Doctors may only be looking at one symptom and fail to connect the dots to the real cause.
Being trapped at a starting line
The hardest part of misdiagnosis is that it stalls the process, much like being trapped at a starting line. This can leave you feeling frustrated and struggling to find hope.
The good news is that you are not alone. Many people in the psoriasis community have dealt with a misdiagnosis. To learn more about experiences within the community, we reached out to followers of our Facebook page. We asked: “Fill in the blank: Before receiving a psoriasis diagnosis, I was misdiagnosed with ______________.”
Here is what was shared.
Being told it is eczema or dry skin
Doctors who misdiagnose psoriasis as eczema or dry skin are only addressing one part of the condition. Doctors who are only looking at the external appearance could easily make this mistake. With psoriasis, the skin is often itchy, but the sensation is more of a stinging or burning.
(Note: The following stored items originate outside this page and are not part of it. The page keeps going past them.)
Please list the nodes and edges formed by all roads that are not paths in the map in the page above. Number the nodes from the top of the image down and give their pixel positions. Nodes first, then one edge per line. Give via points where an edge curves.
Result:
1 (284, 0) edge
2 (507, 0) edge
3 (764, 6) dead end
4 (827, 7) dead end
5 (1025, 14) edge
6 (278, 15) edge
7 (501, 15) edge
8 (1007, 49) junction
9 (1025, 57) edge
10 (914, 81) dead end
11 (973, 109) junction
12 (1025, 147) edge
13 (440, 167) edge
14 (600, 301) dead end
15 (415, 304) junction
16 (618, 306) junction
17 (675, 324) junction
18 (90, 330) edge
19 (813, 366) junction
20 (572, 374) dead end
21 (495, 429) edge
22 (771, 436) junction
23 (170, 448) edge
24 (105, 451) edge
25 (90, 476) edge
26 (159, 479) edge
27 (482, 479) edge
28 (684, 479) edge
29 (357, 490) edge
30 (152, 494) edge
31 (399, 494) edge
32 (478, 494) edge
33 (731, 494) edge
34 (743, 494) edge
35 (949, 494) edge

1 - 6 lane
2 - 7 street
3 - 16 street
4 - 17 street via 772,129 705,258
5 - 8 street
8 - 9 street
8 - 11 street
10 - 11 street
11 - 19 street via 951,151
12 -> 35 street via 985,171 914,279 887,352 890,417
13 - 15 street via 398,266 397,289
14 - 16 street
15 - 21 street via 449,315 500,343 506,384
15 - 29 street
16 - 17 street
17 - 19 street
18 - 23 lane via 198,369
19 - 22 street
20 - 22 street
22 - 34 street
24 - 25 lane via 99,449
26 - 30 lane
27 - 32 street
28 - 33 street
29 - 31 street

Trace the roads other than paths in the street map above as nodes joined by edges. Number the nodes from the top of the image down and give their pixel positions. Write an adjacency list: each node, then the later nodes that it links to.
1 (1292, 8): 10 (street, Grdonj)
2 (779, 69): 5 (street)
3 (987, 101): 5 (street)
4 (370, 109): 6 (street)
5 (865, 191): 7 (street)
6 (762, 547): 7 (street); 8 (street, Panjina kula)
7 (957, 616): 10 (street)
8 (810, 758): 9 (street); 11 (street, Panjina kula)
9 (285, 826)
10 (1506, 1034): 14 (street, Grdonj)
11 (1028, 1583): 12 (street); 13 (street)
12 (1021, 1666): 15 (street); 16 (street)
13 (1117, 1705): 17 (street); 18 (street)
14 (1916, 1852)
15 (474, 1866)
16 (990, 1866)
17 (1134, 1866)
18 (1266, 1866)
Another key difference is that eczema tends to show up on the insides of knees and elbows, as well as wrists and ankles. Psoriasis is common on the lower back, palms of the hands, and soles of the feet.
Misdiagnosed with a skin infection
Similarly, when doctors look at the redness of the skin, they may misdiagnose it as a skin infection or other skin condition. Some people in the community shared that their doctors believed they had folliculitis. This is a skin condition where hair follicles become inflamed.
Psoriasis is more than just skin irritation. It is also an immune condition, so until that piece of what is happening is recognized, it is impossible to treat the real cause.
“A skin infection. The doctor put on Bactrim, which gave me a severe allergic reaction and made my psoriasis flare all over.”
Blaming an infestation for the problem
More than a few of you shared that your doctors assumed your diagnosis was due to a burrowing infestation. Scabies is an infestation of mites, which causes intense itching.
Another doctor assumed the diagnosis was ringworm, which leaves ring-shaped red blotches on the skin.
Doctors who are not sure
A few members of the community shared that their doctors were not comfortable making any diagnosis at all. While that can be frustrating, that is better than possibly being sent down the wrong path.
Finding a doctor with the right experience and expertise is an important part of the journey to diagnosis.
“My only visit to this doctor and he said ‘Oh, I do not know what that is.’”
If you are worried about a skin condition, ask your doctor for a referral to a dermatologist. Mention both skin- and non-skin-related symptoms, as doing so increases your chance of reaching the correct diagnosis.
Thank you to everyone who shared. We appreciate hearing your personal experiences so others in the community can better understand their own journeys.